湿布も切らしてる。買う金も、あの頃はほんまに惜しい。

そこで僕の口から出たのが、あの一言や。

「やるわマッサージ」
「シップ買う金無いなら、ジャパン走ろか?」

ジャパンっていうのは、関西のドラッグストアや。

「シップないし」——これは、嫁の財布に金がない、いう意味や。
その頃うちは、湿布一枚の金でも、お互いにギリギリやった。
それでも、僕の財布には、嫁の分くらいなら、なんとか残ってた。

だから——今から走って、代わりに買うてこか、と。

あの時の僕にできる精一杯は、それやった。

嫁の返しは、こうやった。

「いい」
「帰ってきて」
「寝かせて」

買うてこか、も、マッサージも、ぜんぶ「いい」で片付けられた。

当時は、ほな何がええねん、と思ってた。

でも、今ならはっきりわかる。

腰が痛い、湿布がない——あれは口実やった。

嫁がほんまに欲しかったのは、湿布でも、僕がドラッグストアで買うてくるもんでもない。
僕が早く帰ってきて、そばにおること。
体をさわってもらうこと。
スキンシップやった。

なんでそう言い切れるかというと、今でも僕は、嫁の腰をよくマッサージするからや。
あの人にとって、体にふれてもらうことは、「大丈夫やで」と言われるのと同じ意味を持ってる。
それは、10年たった今も、ずっと変わらへん。

あの夜の「腰が痛い」は、「寂しい」やった。
「湿布がない」は、「早く帰ってきて」やった。

——でも、当時の僕は、それがわからんかった。

鈍感やったんや。
痛みは湿布で、しんどさは解決策で、なんとかなると思ってた。
嫁が求めてたんは、湿布じゃなくて、そばにおる僕やったのに。
「そばにおって」の代わりに、僕は「買うてこか?」と、店に走ろうとしてた。

気づいてあげられへんかった。
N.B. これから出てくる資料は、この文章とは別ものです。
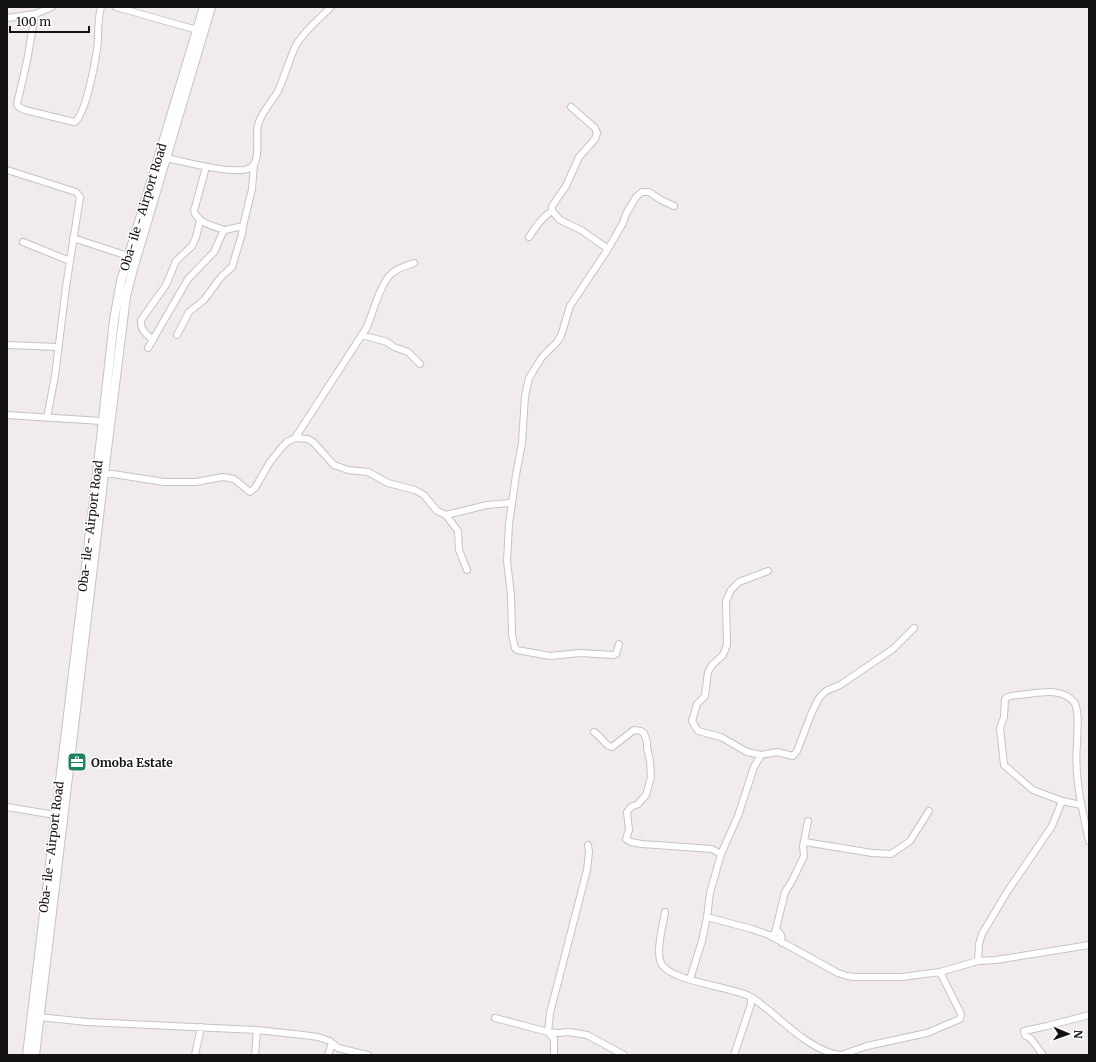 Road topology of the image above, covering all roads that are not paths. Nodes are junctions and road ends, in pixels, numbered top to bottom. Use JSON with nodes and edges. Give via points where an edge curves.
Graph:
{"nodes":[{"id":1,"x":52,"y":7,"type":"edge"},
{"id":2,"x":101,"y":7,"type":"edge"},
{"id":3,"x":116,"y":7,"type":"edge"},
{"id":4,"x":204,"y":7,"type":"edge"},
{"id":5,"x":211,"y":7,"type":"edge"},
{"id":6,"x":331,"y":7,"type":"edge"},
{"id":7,"x":35,"y":14,"type":"junction"},
{"id":8,"x":7,"y":18,"type":"edge"},
{"id":9,"x":197,"y":30,"type":"junction"},
{"id":10,"x":190,"y":65,"type":"junction"},
{"id":11,"x":572,"y":108,"type":"dead end"},
{"id":12,"x":165,"y":158,"type":"junction"},
{"id":13,"x":254,"y":164,"type":"junction"},
{"id":14,"x":206,"y":167,"type":"junction"},
{"id":15,"x":7,"y":170,"type":"edge"},
{"id":16,"x":674,"y":206,"type":"dead end"},
{"id":17,"x":552,"y":211,"type":"junction"},
{"id":18,"x":200,"y":220,"type":"junction"},
{"id":19,"x":243,"y":226,"type":"junction"},
{"id":20,"x":225,"y":230,"type":"junction"},
{"id":21,"x":530,"y":237,"type":"dead end"},
{"id":22,"x":73,"y":238,"type":"junction"},
{"id":23,"x":24,"y":242,"type":"dead end"},
{"id":24,"x":608,"y":249,"type":"junction"},
{"id":25,"x":128,"y":256,"type":"junction"},
{"id":26,"x":70,"y":261,"type":"junction"},
{"id":27,"x":414,"y":263,"type":"dead end"},
{"id":28,"x":177,"y":335,"type":"dead end"},
{"id":29,"x":362,"y":335,"type":"junction"},
{"id":30,"x":153,"y":340,"type":"junction"},
{"id":31,"x":7,"y":345,"type":"edge"},
{"id":32,"x":58,"y":347,"type":"junction"},
{"id":33,"x":148,"y":348,"type":"dead end"},
{"id":34,"x":420,"y":364,"type":"dead end"},
{"id":35,"x":7,"y":415,"type":"edge"},
{"id":36,"x":47,"y":418,"type":"junction"},
{"id":37,"x":102,"y":420,"type":"junction"},
{"id":38,"x":295,"y":438,"type":"junction"},
{"id":39,"x":100,"y":474,"type":"junction"},
{"id":40,"x":512,"y":503,"type":"junction"},
{"id":41,"x":446,"y":514,"type":"junction"},
{"id":42,"x":467,"y":570,"type":"dead end"},
{"id":43,"x":768,"y":571,"type":"dead end"},
{"id":44,"x":914,"y":628,"type":"dead end"},
{"id":45,"x":620,"y":644,"type":"dead end"},
{"id":46,"x":75,"y":684,"type":"junction"},
{"id":47,"x":594,"y":732,"type":"dead end"},
{"id":48,"x":761,"y":755,"type":"junction"},
{"id":49,"x":1062,"y":801,"type":"junction"},
{"id":50,"x":1081,"y":805,"type":"junction"},
{"id":51,"x":7,"y":807,"type":"edge"},
{"id":52,"x":929,"y":811,"type":"dead end"},
{"id":53,"x":55,"y":815,"type":"junction"},
{"id":54,"x":808,"y":821,"type":"dead end"},
{"id":55,"x":1089,"y":841,"type":"edge"},
{"id":56,"x":804,"y":842,"type":"junction"},
{"id":57,"x":588,"y":845,"type":"dead end"},
{"id":58,"x":720,"y":854,"type":"junction"},
{"id":59,"x":665,"y":912,"type":"dead end"},
{"id":60,"x":708,"y":917,"type":"junction"},
{"id":61,"x":776,"y":929,"type":"junction"},
{"id":62,"x":773,"y":937,"type":"junction"},
{"id":63,"x":782,"y":943,"type":"junction"},
{"id":64,"x":1089,"y":945,"type":"edge"},
{"id":65,"x":978,"y":961,"type":"junction"},
{"id":66,"x":940,"y":972,"type":"junction"},
{"id":67,"x":690,"y":979,"type":"junction"},
{"id":68,"x":751,"y":997,"type":"junction"},
{"id":69,"x":759,"y":1002,"type":"junction"},
{"id":70,"x":751,"y":1004,"type":"junction"},
{"id":71,"x":1089,"y":1015,"type":"edge"},
{"id":72,"x":39,"y":1017,"type":"junction"},
{"id":73,"x":495,"y":1018,"type":"dead end"},
{"id":74,"x":201,"y":1027,"type":"junction"},
{"id":75,"x":257,"y":1030,"type":"junction"},
{"id":76,"x":548,"y":1032,"type":"junction"},
{"id":77,"x":33,"y":1035,"type":"junction"},
{"id":78,"x":332,"y":1043,"type":"junction"},
{"id":79,"x":850,"y":1054,"type":"edge"},
{"id":80,"x":27,"y":1055,"type":"edge"},
{"id":81,"x":35,"y":1055,"type":"edge"},
{"id":82,"x":195,"y":1055,"type":"edge"},
{"id":83,"x":255,"y":1055,"type":"edge"},
{"id":84,"x":328,"y":1055,"type":"edge"},
{"id":85,"x":368,"y":1055,"type":"edge"},
{"id":86,"x":554,"y":1055,"type":"edge"},
{"id":87,"x":624,"y":1055,"type":"edge"},
{"id":88,"x":734,"y":1055,"type":"edge"},
{"id":89,"x":841,"y":1055,"type":"edge"},
{"id":90,"x":1043,"y":1055,"type":"edge"}],
"edges":[{"from":1,"to":7,"type":"street"},
{"from":2,"to":7,"type":"street","via":[[92,80],[80,117],[74,122],[18,106]]},
{"from":3,"to":9,"type":"street"},
{"from":4,"to":9,"type":"main road","name":"Oba- ile - Airport Road"},
{"from":5,"to":10,"type":"main road","name":"Oba- ile - Airport Road"},
{"from":6,"to":13,"type":"street","via":[[296,46],[278,91],[258,125]]},
{"from":7,"to":8,"type":"street"},
{"from":9,"to":10,"type":"main road","name":"Oba- ile - Airport Road"},
{"from":10,"to":12,"type":"main road","name":"Oba- ile - Airport Road"},
{"from":10,"to":25,"type":"main road","name":"Oba- ile - Airport Road"},
{"from":11,"to":17,"type":"street","via":[[597,133],[579,157],[566,186],[552,206]]},
{"from":12,"to":14,"type":"street"},
{"from":12,"to":39,"type":"main road","name":"Oba- ile - Airport Road","via":[[126,296]]},
{"from":13,"to":14,"type":"street","via":[[244,170]]},
{"from":13,"to":19,"type":"street","via":[[252,188]]},
{"from":14,"to":18,"type":"street","via":[[194,211]]},
{"from":15,"to":22,"type":"street","via":[[78,194],[80,201]]},
{"from":16,"to":24,"type":"street","via":[[649,192],[642,192],[636,197]]},
{"from":17,"to":21,"type":"street","via":[[539,222]]},
{"from":17,"to":24,"type":"street","via":[[560,220],[581,230]]},
{"from":18,"to":20,"type":"street"},
{"from":18,"to":30,"type":"street","via":[[192,246],[176,261],[166,286],[141,320],[143,331]]},
{"from":19,"to":20,"type":"street"},
{"from":19,"to":28,"type":"street","via":[[232,268],[204,300],[189,312]]},
{"from":20,"to":30,"type":"street","via":[[214,252],[188,279]]},
{"from":22,"to":25,"type":"street"},
{"from":22,"to":26,"type":"street"},
{"from":23,"to":26,"type":"street"},
{"from":24,"to":40,"type":"street","via":[[570,306],[561,336],[528,378],[522,443]]},
{"from":25,"to":37,"type":"main road","name":"Oba- ile - Airport Road","via":[[114,320]]},
{"from":26,"to":32,"type":"street"},
{"from":27,"to":29,"type":"street","via":[[391,274],[385,282]]},
{"from":29,"to":34,"type":"street","via":[[387,342],[408,352]]},
{"from":29,"to":38,"type":"street"},
{"from":30,"to":33,"type":"street"},
{"from":31,"to":32,"type":"street"},
{"from":32,"to":36,"type":"street"},
{"from":35,"to":36,"type":"street"},
{"from":36,"to":37,"type":"street"},
{"from":37,"to":39,"type":"main road","name":"Oba- ile - Airport Road"},
{"from":38,"to":39,"type":"street","via":[[282,447],[250,492],[234,479],[222,477],[196,482],[164,482]]},
{"from":38,"to":41,"type":"street","via":[[313,442],[334,465],[348,470],[368,472],[388,483],[415,490],[424,495],[437,511]]},
{"from":39,"to":46,"type":"main road","name":"Oba- ile - Airport Road"},
{"from":40,"to":41,"type":"street","via":[[487,505]]},
{"from":40,"to":45,"type":"street","via":[[507,561],[515,648],[550,656],[580,653],[613,656]]},
{"from":41,"to":42,"type":"street","via":[[458,531],[459,550]]},
{"from":43,"to":48,"type":"street","via":[[740,582],[731,590],[726,601],[727,645],[723,655],[708,672],[705,696],[697,704],[692,721],[698,731],[721,737],[747,752]]},
{"from":44,"to":48,"type":"street","via":[[893,649],[819,698],[793,756],[777,752]]},
{"from":46,"to":53,"type":"main road","name":"Oba- ile - Airport Road"},
{"from":46,"to":72,"type":"main road","name":"Oba- ile - Airport Road"},
{"from":47,"to":58,"type":"street","via":[[607,746],[612,747],[634,730],[641,731],[645,736],[651,777],[646,795],[627,812],[629,830],[626,839],[642,844],[712,849]]},
{"from":48,"to":58,"type":"street","via":[[754,767],[738,816]]},
{"from":49,"to":50,"type":"street"},
{"from":49,"to":50,"type":"street","via":[[1033,790],[1004,765],[1000,728],[1007,697],[1051,691],[1064,695],[1074,702],[1078,727],[1076,769]]},
{"from":49,"to":65,"type":"street","via":[[1052,826],[982,934],[978,944]]},
{"from":50,"to":55,"type":"street"},
{"from":51,"to":53,"type":"street"},
{"from":52,"to":56,"type":"street","via":[[910,842],[891,854]]},
{"from":53,"to":77,"type":"main road","name":"Oba- ile - Airport Road"},
{"from":54,"to":56,"type":"street"},
{"from":56,"to":61,"type":"street","via":[[804,856],[785,892]]},
{"from":57,"to":76,"type":"street","via":[[587,870],[552,1002]]},
{"from":58,"to":60,"type":"street","via":[[710,893]]},
{"from":59,"to":67,"type":"street","via":[[660,943],[661,965],[667,971]]},
{"from":60,"to":62,"type":"street"},
{"from":60,"to":67,"type":"street"},
{"from":61,"to":62,"type":"street"},
{"from":61,"to":63,"type":"street","via":[[781,935]]},
{"from":62,"to":63,"type":"street"},
{"from":63,"to":66,"type":"street","via":[[847,976],[902,977]]},
{"from":64,"to":65,"type":"street"},
{"from":65,"to":66,"type":"street"},
{"from":66,"to":79,"type":"street","via":[[961,1014],[960,1019],[927,1033],[867,1046]]},
{"from":67,"to":68,"type":"street"},
{"from":68,"to":69,"type":"street"},
{"from":68,"to":70,"type":"street"},
{"from":69,"to":70,"type":"street"},
{"from":69,"to":89,"type":"street","via":[[815,1047]]},
{"from":70,"to":88,"type":"street"},
{"from":71,"to":90,"type":"street","via":[[1024,1030],[1025,1035]]},
{"from":72,"to":74,"type":"street","via":[[87,1022]]},
{"from":72,"to":77,"type":"main road","name":"Oba- ile - Airport Road"},
{"from":73,"to":76,"type":"street"},
{"from":74,"to":75,"type":"street"},
{"from":74,"to":82,"type":"street"},
{"from":75,"to":78,"type":"street","via":[[303,1034]]},
{"from":75,"to":83,"type":"street"},
{"from":76,"to":86,"type":"street","via":[[554,1039]]},
{"from":76,"to":87,"type":"street","via":[[587,1035]]},
{"from":77,"to":80,"type":"main road","name":"Oba- ile - Airport Road"},
{"from":77,"to":81,"type":"main road","name":"Oba- ile - Airport Road"},
{"from":78,"to":84,"type":"street"},
{"from":78,"to":85,"type":"street","via":[[338,1048]]},
{"from":79,"to":89,"type":"street"}]}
それに、10年かかった。

ちなみに、その次の夜には、嫁は玄関にチェーンをかけて、僕を締め出すことになる。

それは、また別に書いた。

この夫婦は、こんなふうやった。
湿布一枚のことで気づかい合った次の夜には、家から締め出される。

でも、そのどっちも、まぎれもなく本物の夜やった。

お金がなかったあの頃、何が僕らを支えてたんやろな、と、今でもたまに考える。

たぶん答えのひとつは、ああいう夜に、僕が家へ帰って、黙って嫁の腰をさすってた——
そういう時間の中に、あった気がする。